От её слов я просто оторопел. Вот уж не думал, что от Хучжу, которая всегда держалась старых правил, можно такие грубости услышать.
|
– Всё благодаря «великой культурной революции»! – презрительно бросил большеголовый Лань Цяньсуй. Из пальца у него опять потекла кровь.
Я спешно передал ему заранее приготовленное лекарство. Он нанёс его на палец, и кровь тут же остановилась.
Лицо Хучжу раскраснелось, грудь вперёд – сразу понятно, в чём дело. Не то чтобы тайно симпатизировала Ма Лянцаю – просто ей не по себе, когда она видит, что он липнет к моей сестре.
– Ладно, – сказал я, – пока связываться с тобой не буду, разберусь попозже, дрянь распутная, в брата моего втюрилась… Да что я говорю, какой он мне брат, давно уже никакой не брат. Семя худое, Симэнь Нао оставленное.
– Тогда и сестра твоя семя худое.
От таких слов я аж подавился, будто горячий клейкий пирожок проглотил:
– Она совсем не такая, как он. Порядочная, ласковая, добросердечная, и кровь у неё красная. А ещё она человечная, моя сестра.
– Скоро человечности этой ни на понюшку не останется,[121]– процедила сквозь зубы Хучжу. – Несёт как от псины от этого отродья, ещё одной сучкой от Симэнь Нао нагулянной. Как ненастье, так сразу вонь эта псиная.
«Ну сейчас ты у меня получишь!» – мелькнуло в голове, пока я разворачивал копьё.
Во время революции народ производил расстрелы сам, в народной коммуне Цзяшань право убивать спустили на уровень деревень, в деревне Маваньцунь за сутки убили тридцать три человека. Самому старшему было восемьдесят восемь лет, самому младшему – тринадцать. Кого забили палками и дубинками, кого разрубили надвое резаками для соломы.
Я наставил копьё ей в грудь. Она выпятила её:
– Валяй, посмотрим, хватит ли у тебя духу заколоть меня! Пожила своё, хватит. – И из её прекрасных глаз покатились слёзы.
Просто уму непостижимо, какая непредсказуемая эта Хучжу. Мы с малых лет росли вместе, играли в песке в голопопом детстве. У неё вдруг возник жгучий интерес к моей писюльке. Дома она с плачем стала требовать у матери, У Цюсян, такую же. Мол, почему у Цзефана есть, а у меня нет. Та под абрикосом отчитала меня: «Ты, Цзефан, негодник маленький, только посмей ещё раз обидеть Хучжу – отстригу твоего петушка ножницами!» Прошлое, вот оно перед глазами, будто всё было вчера, но Хучжу в один миг переменилась и стала ещё более непостижимая. Как в поговорке сехоуюй про черепаху на речной излучине – так глубоко, что дна не достать.
Я повернулся и побежал прочь. Женских слёз просто не выношу. Стоит женщине заплакать, у самого начинает свербить в носу. И голова кружиться начинает.
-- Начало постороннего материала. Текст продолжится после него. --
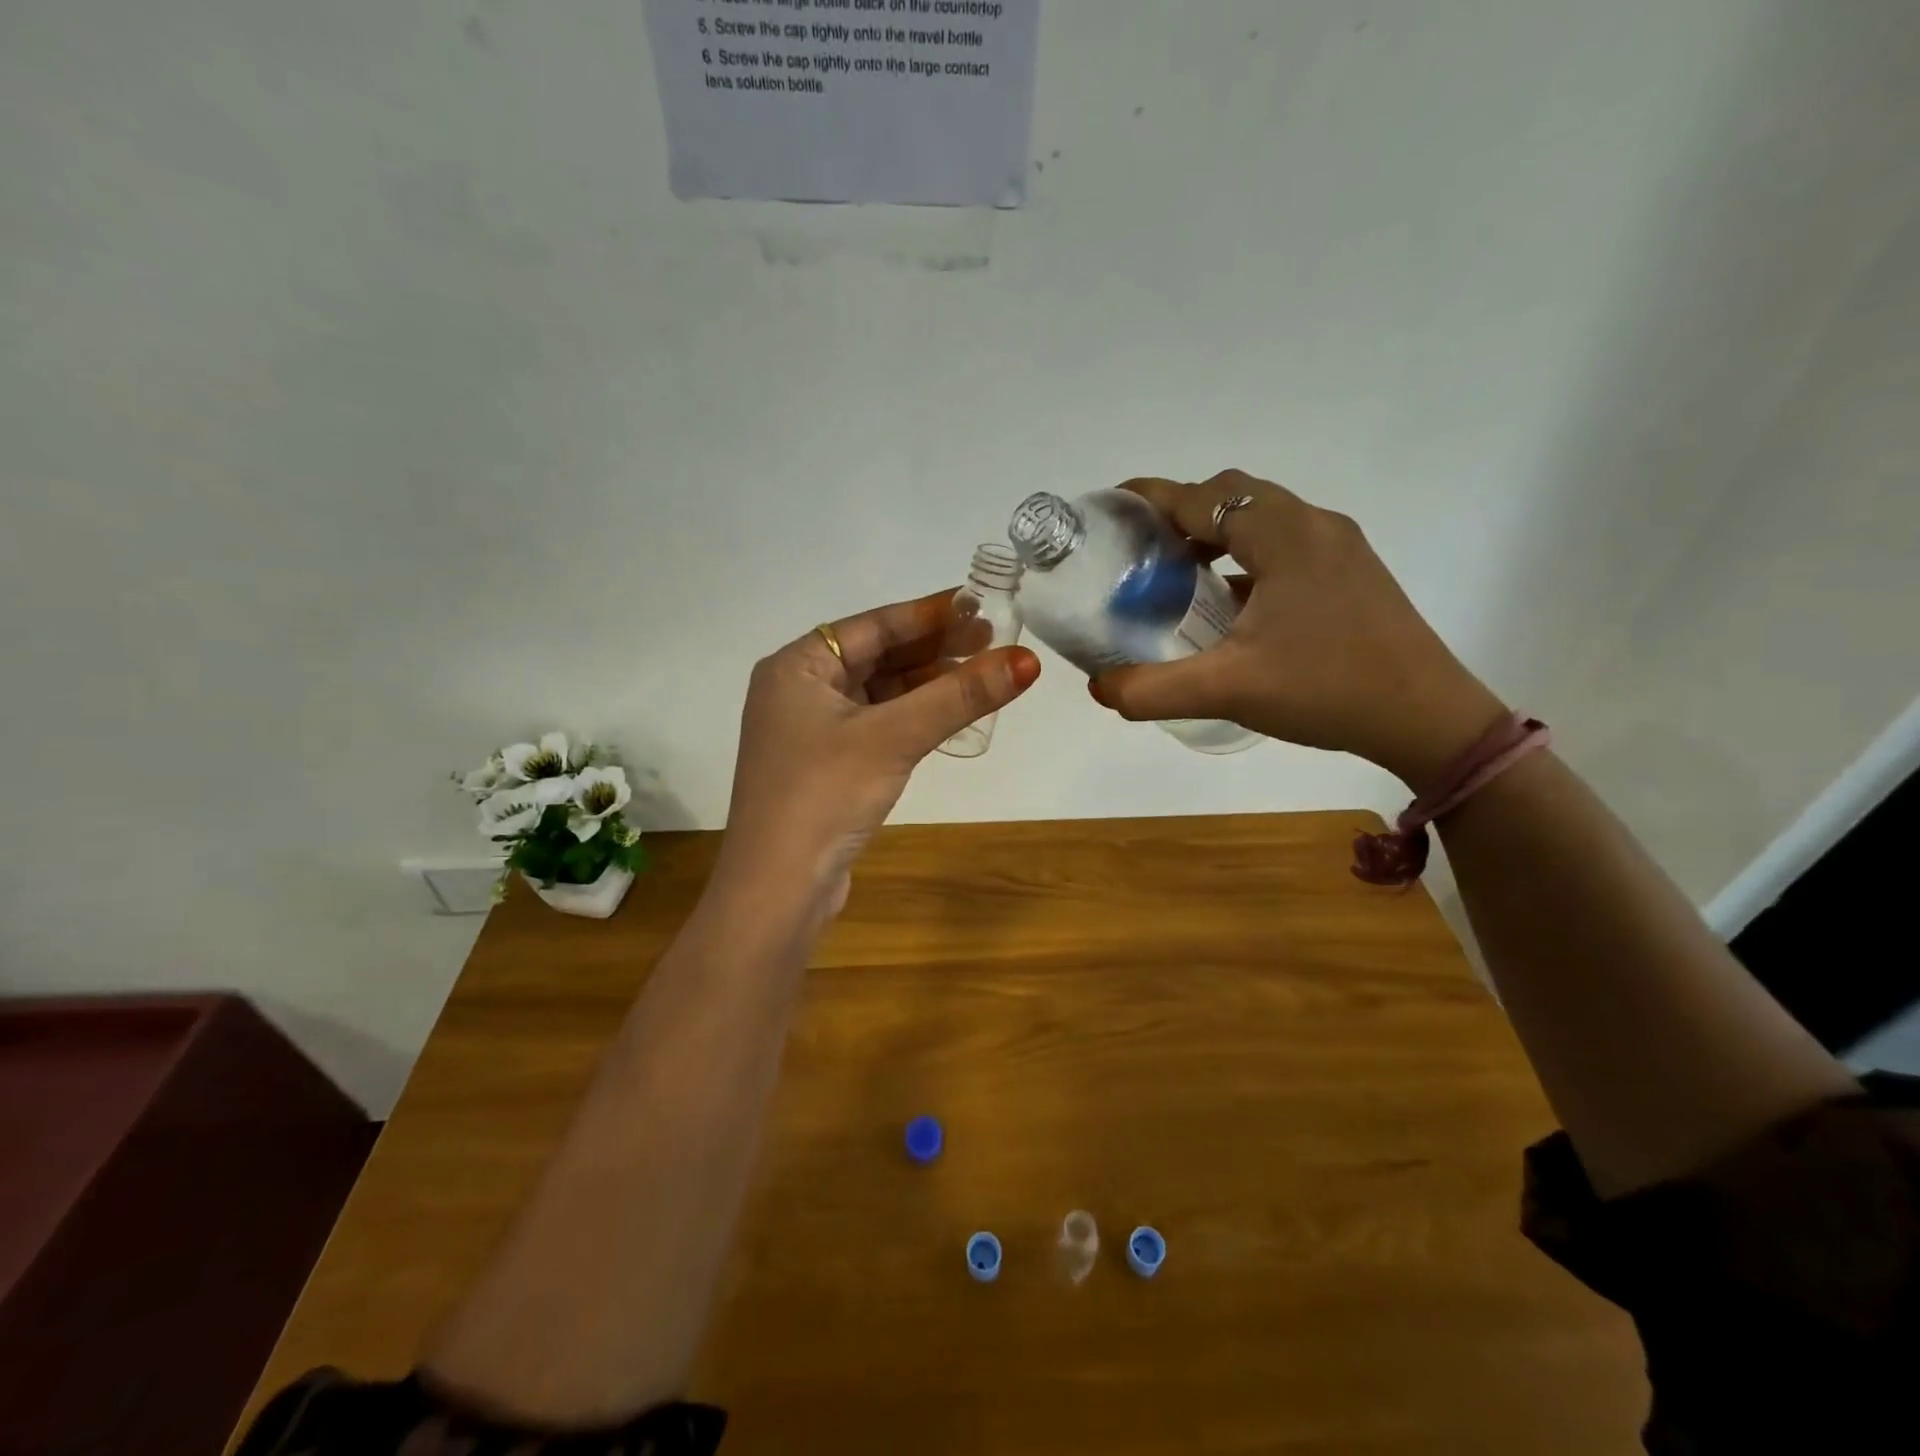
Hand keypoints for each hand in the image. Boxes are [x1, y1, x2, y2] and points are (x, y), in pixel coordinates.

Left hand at [716, 590, 1039, 918]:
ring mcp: (810, 731)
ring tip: (981, 674)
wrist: (777, 890)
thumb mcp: (894, 737)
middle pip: (876, 655)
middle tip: (991, 639)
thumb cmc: (824, 796)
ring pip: (879, 693)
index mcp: (797, 666)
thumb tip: (1028, 660)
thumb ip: (959, 696)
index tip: (980, 605)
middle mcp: (798, 691)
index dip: (930, 613)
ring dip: (926, 684)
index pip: (874, 624)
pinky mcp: (826, 767)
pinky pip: (876, 725)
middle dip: (933, 648)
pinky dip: (912, 717)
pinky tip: (948, 715)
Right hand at [1088, 470, 1507, 787]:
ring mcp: (1340, 548)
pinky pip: (1287, 545)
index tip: (1112, 509)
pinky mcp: (1353, 574)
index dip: (1153, 498)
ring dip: (1218, 533)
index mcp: (1283, 536)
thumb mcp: (1227, 690)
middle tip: (1143, 549)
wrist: (1426, 718)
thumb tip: (1099, 689)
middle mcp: (1314, 526)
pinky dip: (1248, 557)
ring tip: (1181, 573)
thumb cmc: (1326, 689)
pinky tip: (1232, 604)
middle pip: (1235, 495)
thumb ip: (1153, 689)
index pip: (1204, 495)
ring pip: (1264, 518)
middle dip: (1183, 512)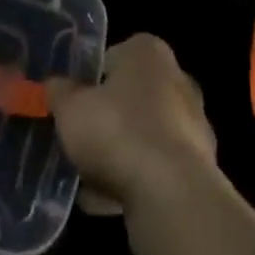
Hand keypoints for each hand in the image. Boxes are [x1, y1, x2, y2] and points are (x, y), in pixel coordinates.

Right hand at [45, 33, 217, 216]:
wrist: (173, 198)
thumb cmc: (118, 133)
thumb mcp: (70, 109)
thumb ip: (59, 93)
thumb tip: (54, 85)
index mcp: (149, 52)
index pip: (111, 58)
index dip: (87, 82)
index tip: (71, 105)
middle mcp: (177, 80)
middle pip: (129, 97)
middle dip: (105, 119)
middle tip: (78, 141)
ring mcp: (193, 126)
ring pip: (142, 135)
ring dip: (118, 154)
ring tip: (86, 180)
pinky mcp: (200, 169)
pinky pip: (157, 169)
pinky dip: (135, 181)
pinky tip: (106, 203)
Всю жизнь женские слёзы – моё слабое место.
– Цзиньлун плеснул отцу в глаза красной краской! – крикнул я, обернувшись. – Вот я и ищу сестру, чтобы спасти ему зрение…
– Так ему и надо, – с ненавистью прозвучало в ответ издалека. – Вся семейка у вас такая, грызётесь как собаки…
С этой Хучжу я, можно сказать, порвал. Но в отношении к ней смешивались и ненависть, и страх, и нежность. Ясно, я ей не нравлюсь, но она всё же сказала, где сестра.
Школа стояла на западном краю деревни около окружавшего её вала. Большой двор обнесён стеной, сооружённой из кирпичей с могил, поэтому поблизости обитало немало духов мёртвых, которые выходили гулять по ночам. За стеной темнел сосновый лесок, где водились совы, и их пронзительные крики заставляли холодеть от страха. То, что этот лесок уцелел и его не порубили на дрова во время «большого скачка», было настоящим чудом. И всё из‑за того, что когда стали рубить старый кипарис, из‑под топора потекла кровь. Виданное ли дело – кровь из дерева? Как волосы Хучжу, которые кровоточили, стоило начать обрезать их. Похоже, уцелеть может лишь то, в чём есть что‑то необычное.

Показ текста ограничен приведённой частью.